La créature la fixait. Il ne faisait que la fixer. Rien d’autre, n’est-ce pas ? Après tout, les Reptincel sont des Pokémon gentils, pas vrai ? Si elle lui sourit, il sera gentil, très gentil. Peut-être même qu’il lui sourira en retour ! Comment ça, non ? Mais que pouvait-elle faire d’autre ? Mais tant qu’il la fixait, il n’allait pas la dévorer, non ? Et puis, un Reptincel, ce n’était qu’un petit dragon après tout ! Et comme tous les contes de fée, quand un dragon agresse une princesse, un prince venait la sauver ! Si si, toujours ! Surtout quand cette dernière voyage seule dans des contrées corrompues dominées par la grisaille.

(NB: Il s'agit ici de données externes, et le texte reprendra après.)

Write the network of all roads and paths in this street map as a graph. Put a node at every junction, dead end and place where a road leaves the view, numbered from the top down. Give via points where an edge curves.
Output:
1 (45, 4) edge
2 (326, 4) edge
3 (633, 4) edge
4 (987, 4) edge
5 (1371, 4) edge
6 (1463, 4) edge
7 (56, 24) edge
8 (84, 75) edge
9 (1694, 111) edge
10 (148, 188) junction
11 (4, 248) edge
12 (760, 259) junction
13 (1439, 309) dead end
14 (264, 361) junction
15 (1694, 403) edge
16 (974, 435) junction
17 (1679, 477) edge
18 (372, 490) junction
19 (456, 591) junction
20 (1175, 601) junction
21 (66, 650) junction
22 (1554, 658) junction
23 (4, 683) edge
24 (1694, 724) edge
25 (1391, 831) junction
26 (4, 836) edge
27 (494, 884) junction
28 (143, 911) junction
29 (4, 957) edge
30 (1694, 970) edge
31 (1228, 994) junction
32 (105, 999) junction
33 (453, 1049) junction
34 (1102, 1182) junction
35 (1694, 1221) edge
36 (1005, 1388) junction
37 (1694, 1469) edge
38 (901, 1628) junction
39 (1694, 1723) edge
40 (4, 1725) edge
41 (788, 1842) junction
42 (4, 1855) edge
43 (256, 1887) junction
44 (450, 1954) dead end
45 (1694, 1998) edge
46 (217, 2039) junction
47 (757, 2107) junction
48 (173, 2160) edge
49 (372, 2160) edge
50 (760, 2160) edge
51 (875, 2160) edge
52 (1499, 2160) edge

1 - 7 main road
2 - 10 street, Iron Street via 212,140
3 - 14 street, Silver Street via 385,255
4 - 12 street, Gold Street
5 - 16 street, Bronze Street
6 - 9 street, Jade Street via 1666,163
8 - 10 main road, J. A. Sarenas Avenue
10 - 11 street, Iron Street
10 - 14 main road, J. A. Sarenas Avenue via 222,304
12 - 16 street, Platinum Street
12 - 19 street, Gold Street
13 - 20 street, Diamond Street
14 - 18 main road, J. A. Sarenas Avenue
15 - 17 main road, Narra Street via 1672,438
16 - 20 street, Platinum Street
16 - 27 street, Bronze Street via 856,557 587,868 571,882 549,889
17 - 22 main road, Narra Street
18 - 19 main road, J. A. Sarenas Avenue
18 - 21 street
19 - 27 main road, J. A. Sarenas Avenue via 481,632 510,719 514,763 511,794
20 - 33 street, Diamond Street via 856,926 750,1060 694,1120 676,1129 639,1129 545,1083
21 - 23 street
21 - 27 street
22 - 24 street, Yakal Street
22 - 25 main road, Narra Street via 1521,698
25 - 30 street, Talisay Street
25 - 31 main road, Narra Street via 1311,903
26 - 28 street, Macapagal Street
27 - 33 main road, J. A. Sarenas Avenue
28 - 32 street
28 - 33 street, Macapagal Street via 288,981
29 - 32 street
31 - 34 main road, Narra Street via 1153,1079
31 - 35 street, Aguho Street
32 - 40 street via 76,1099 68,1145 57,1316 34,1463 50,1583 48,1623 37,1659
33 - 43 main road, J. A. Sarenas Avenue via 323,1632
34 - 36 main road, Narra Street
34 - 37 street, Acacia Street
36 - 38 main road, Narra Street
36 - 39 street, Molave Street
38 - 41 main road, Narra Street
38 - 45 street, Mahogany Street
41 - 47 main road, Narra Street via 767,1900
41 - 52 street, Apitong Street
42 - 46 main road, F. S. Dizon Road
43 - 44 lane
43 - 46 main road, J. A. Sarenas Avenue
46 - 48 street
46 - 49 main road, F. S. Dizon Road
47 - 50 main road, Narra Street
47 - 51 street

Et ce prince ne fut autre que Sir Yusse ! Ohlala, enfin une personne censée sur cette île corrompue ! Enfin, outre Mademoiselle la Présidente, évidemment. Personne ne pouvait rivaliser avec elle, ne serait-ce lui arriver à la cheville. D’ailleurs, il était évident que le dragon de feu avait besoin d’applaudissements pour se sentir mieux dans sa peau, pour pouvoir relâcher toute la pression qui lui pesait sur ses frêles épaules. Devrait-elle l’applaudir ?
Le Reptincel fut attiré par autre chose que la chair fraîche qui se trouvait devant lui. Une petite friandise qui retomba de l’autre côté de l’enclos. Mais d’où cela venait-il ? De personne d’autre que Sir Yusse bien sûr ! Quel homme ! L’instant d’après, le voilà aux côtés de la fillette, pour s’assurer que cette dernière allait bien.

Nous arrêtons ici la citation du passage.